Islets of Langerhans
What are the two types of cell in the pancreas?
- Alpha (α)
* Beta (β)
What do alpha pancreatic cells secrete?
Glucagon
What do beta pancreatic cells secrete?
Insulin
How can you remember which cells secrete insulin and glucagon?
(A)lpha -> Gluc(A)gon
What is the name for the production of glycogen from glucose?
Glycogenesis
What is the name for the production of glucose from glycogen?
Glycogenolysis
What is the name for the production of glucose from glycerol and amino acids?
Gluconeogenesis
Remember to practise drawing out the glucose-glycogen conversion flowchart on pg 158 of revision guide.
Do it.
What are the different processes involved in the control of blood glucose concentration?
- Glycogenesis
- Glycogenolysis
- Gluconeogenesis
What processes does insulin activate?
Glycogenesis
What processes down glucagon activate?
- Glycogenolysis
* Gluconeogenesis
Describe how insulin lowers blood glucose concentration.
1) Insulin binds to specific receptors on the cell membranes of liver cells and muscle cells.
2) It increases the permeability of muscle cell membranes to glucose, so the cells take up more glucose. This involves increasing the number of channel proteins in the cell membrane.
3) Insulin also activates enzymes in the liver and muscle cells that convert glucose into glycogen, which is stored in the cytoplasm.
4) Insulin also increases the rate of respiration of glucose.
Summarise simply the 3 things insulin does.

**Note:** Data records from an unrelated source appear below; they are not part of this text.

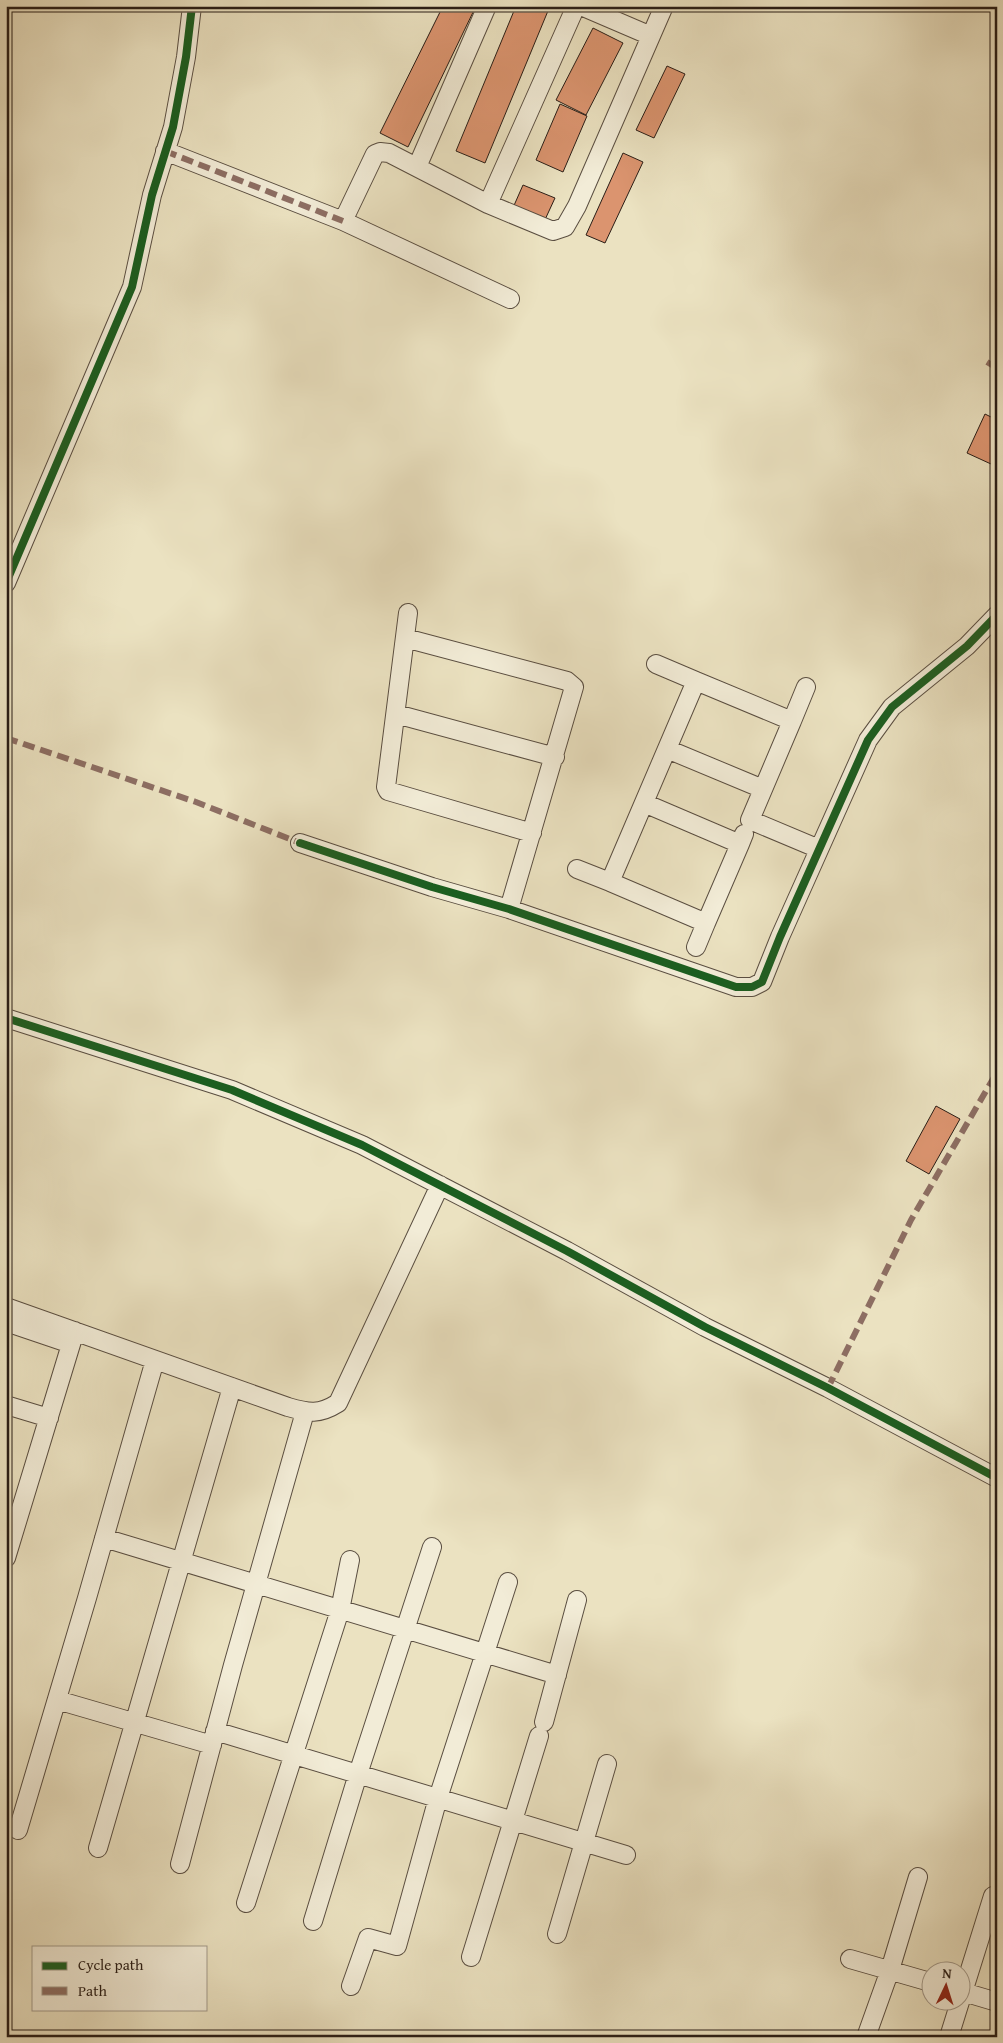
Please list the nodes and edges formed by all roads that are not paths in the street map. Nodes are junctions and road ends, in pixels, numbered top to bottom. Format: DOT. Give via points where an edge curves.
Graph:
graph roads {
  1 [pos="192,6"];
  2 [pos="487,6"];
  3 [pos="576,6"];
  4 [pos="581,6"];
  5 [pos="664,6"];
  6 [pos="651,36"];
  7 [pos="165,151"];
  8 [pos="417,167"];
  9 [pos="488,204"];
  10 [pos="343,221"];
  11 [pos="510,299"];
  12 [pos="6,583"];
  13 [pos="408,613"];
  14 [pos="997,615"];
  15 [pos="405,638"];
  16 [pos="656,664"];
  17 [pos="696,681"];
  18 [pos="806,687"];
  19 [pos="396,714"];
  20 [pos="792,721"];
  21 [pos="667,748"];
  22 [pos="555,757"];
  23 [pos="763,789"];
  24 [pos="644,803"];
  25 [pos="750,820"];
  26 [pos="532,833"];
  27 [pos="300,843"];
  28 [pos="740,844"];
  29 [pos="819,849"];
  30 [pos="577,869"];
  31 [pos="610,882"];
  32 [pos="509,908"];
  33 [pos="706,923"];
  34 [pos="696,947"];
  35 [pos="6,1018"];
  36 [pos="440,1186"];
  37 [pos="6,1307"];
  38 [pos="6,1322"];
  39 [pos="73,1338"];
  40 [pos="155,1360"];
  41 [pos="232,1387"];
  42 [pos="6,1405"];
  43 [pos="305,1412"];
  44 [pos="49,1418"];
  45 [pos="997,1478"];
  46 [pos="104,1538"];
  47 [pos="432,1548"];
  48 [pos="6,1558"];
  49 [pos="350,1560"];
  50 [pos="181,1562"];
  51 [pos="508,1582"];
  52 [pos="256,1585"];
  53 [pos="577,1600"];
  54 [pos="340,1610"];
  55 [pos="406,1630"];
  56 [pos="485,1653"];
  57 [pos="557,1675"];
  58 [pos="57,1700"];
  59 [pos="134,1723"];
  60 [pos="214,1738"];
  61 [pos="292,1754"];
  62 [pos="607,1764"];
  63 [pos="358,1774"];
  64 [pos="438,1798"];
  65 [pos="512,1821"];
  66 [pos="18,1830"];
  67 [pos="584,1842"];
  68 [pos="98,1848"];
  69 [pos="626,1855"];
  70 [pos="180,1864"];
  71 [pos="918,1877"];
  72 [pos="993,1896"];
  73 [pos="246,1903"];
  74 [pos="313,1921"];
  75 [pos="557,1934"];
  76 [pos="470,1957"];
  77 [pos="850,1959"];
  78 [pos="970,1967"];
  79 [pos="890,1970"];
  80 [pos="920,1979"];
  81 [pos="351,1986"];
  82 [pos="970,1994"];
  83 [pos="997,2002"];
  84 [pos="957,2010"];
  85 [pos="866,2037"];
  86 [pos="949,2037"];
  1 -- 7 [label="street" via="173,127"];
  2 -- 8 [label="street"];
  3 -- 9 [label="street"];
  4 -- 6 [label="street"];
  5 -- 6 [label="street"];
  6 -- 9 [label="street" via="566,227 553,231"];
  7 -- 10 [label="street"];
  7 -- 12 [label="street" via="132,287"];
  8 -- 9 [label="street"];
  8 -- 10 [label="street" via="389,153 375,154"];
  10 -- 11 [label="street"];
  13 -- 15 [label="street"];
  14 -- 29 [label="street" via="967,646 892,707 879,724 868,740"];
  15 -- 19 [label="street"];
  15 -- 22 [label="street" via="571,682 574,690"];
  16 -- 17 [label="street"];
  17 -- 20 [label="street"];
  17 -- 21 [label="street"];
  18 -- 20 [label="street"];
  19 -- 22 [label="street"];
  19 -- 26 [label="street" via="388,791"];
  20 -- 23 [label="street"];
  21 -- 23 [label="street"];
  21 -- 24 [label="street"];
  22 -- 26 [label="street"];
  23 -- 25 [label="street"];
  24 -- 28 [label="street"];
  24 -- 31 [label="street"];
  25 -- 28 [label="street"];
  25 -- 29 [label="street"];
  26 -- 32 [label="street"];
  27 -- 32 [label="street" via="432,887"];
  28 -- 33 [label="street"];
  29 -- 32 [label="street" via="762,982 757,986 736,987"];
  30 -- 31 [label="street"];
  31 -- 33 [label="street"];
  33 -- 34 [label="street"];
  35 -- 36 [label="street" via="232,1090 362,1144"];
  36 -- 43 [label="street" via="338,1403 327,1410"];
  36 -- 45 [label="street"];
  37 -- 39 [label="street"];
  38 -- 39 [label="street"];
  39 -- 40 [label="street"];
  39 -- 44 [label="street"];
  40 -- 41 [label="street"];
  40 -- 46 [label="street"];
  41 -- 43 [label="street"];
  41 -- 50 [label="street"];
  42 -- 44 [label="street"];
  43 -- 52 [label="street"];
  44 -- 48 [label="street"];
  46 -- 50 [label="street"];
  46 -- 58 [label="street"];
  47 -- 55 [label="street"];
  49 -- 54 [label="street"];
  50 -- 52 [label="street"];
  50 -- 59 [label="street"];
  51 -- 56 [label="street"];
  52 -- 54 [label="street"];
  52 -- 60 [label="street"];
  53 -- 57 [label="street"];
  54 -- 55 [label="street"];
  54 -- 61 [label="street"];
  55 -- 56 [label="street"];
  55 -- 63 [label="street"];
  56 -- 57 [label="street"];
  56 -- 64 [label="street"];
  57 -- 65 [label="street"];
  58 -- 59 [label="street"];
  58 -- 66 [label="street"];
  59 -- 60 [label="street"];
  59 -- 68 [label="street"];
  60 -- 61 [label="street"];
  60 -- 70 [label="street"];
  61 -- 63 [label="street"];
  61 -- 73 [label="street"];
  62 -- 67 [label="street"];
  63 -- 64 [label="street"];
  63 -- 74 [label="street"];
  64 -- 65 [label="street"];
  64 -- 81 [label="street" via="397,1946 368,1938"];
  65 -- 67 [label="street"];
  65 -- 76 [label="street"];
  67 -- 69 [label="street"];
  67 -- 75 [label="street"];
  71 -- 79 [label="street"];
  72 -- 78 [label="street"];
  77 -- 79 [label="street"];
  79 -- 80 [label="street"];
  79 -- 85 [label="street"];
  82 -- 83 [label="street"];
  84 -- 86 [label="street"];
}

1) Increases permeability of muscle cells to glucose
2) Stimulates glycogenesis
3) Increases the rate of respiration of glucose
What is another name for liver cells?
Hepatocytes
Describe how glucagon raises blood glucose concentration.
1) Glucagon binds to receptors on the cell membrane of liver cells.
2) It activates enzymes in the liver cells to break down glycogen into glucose.
3) Glucagon also activates enzymes that are involved in the formation of glucose from glycerol and amino acids.
4) Glucagon also decreases the rate of respiration of glucose in cells.
Summarise simply the 3 things glucagon does.
1) Stimulates glycogenolysis
2) Stimulates gluconeogenesis
3) Decreases rate of respiration of glucose
Compare hormonal and nervous responses.
Hormonal: • Slow • Long-lasting Nervous: • Quick • Short-lasting
Remember to practise drawing out the negative feedback mechanism flowchart for the control of blood glucose concentration.
See diagram pg 158 of revision guide.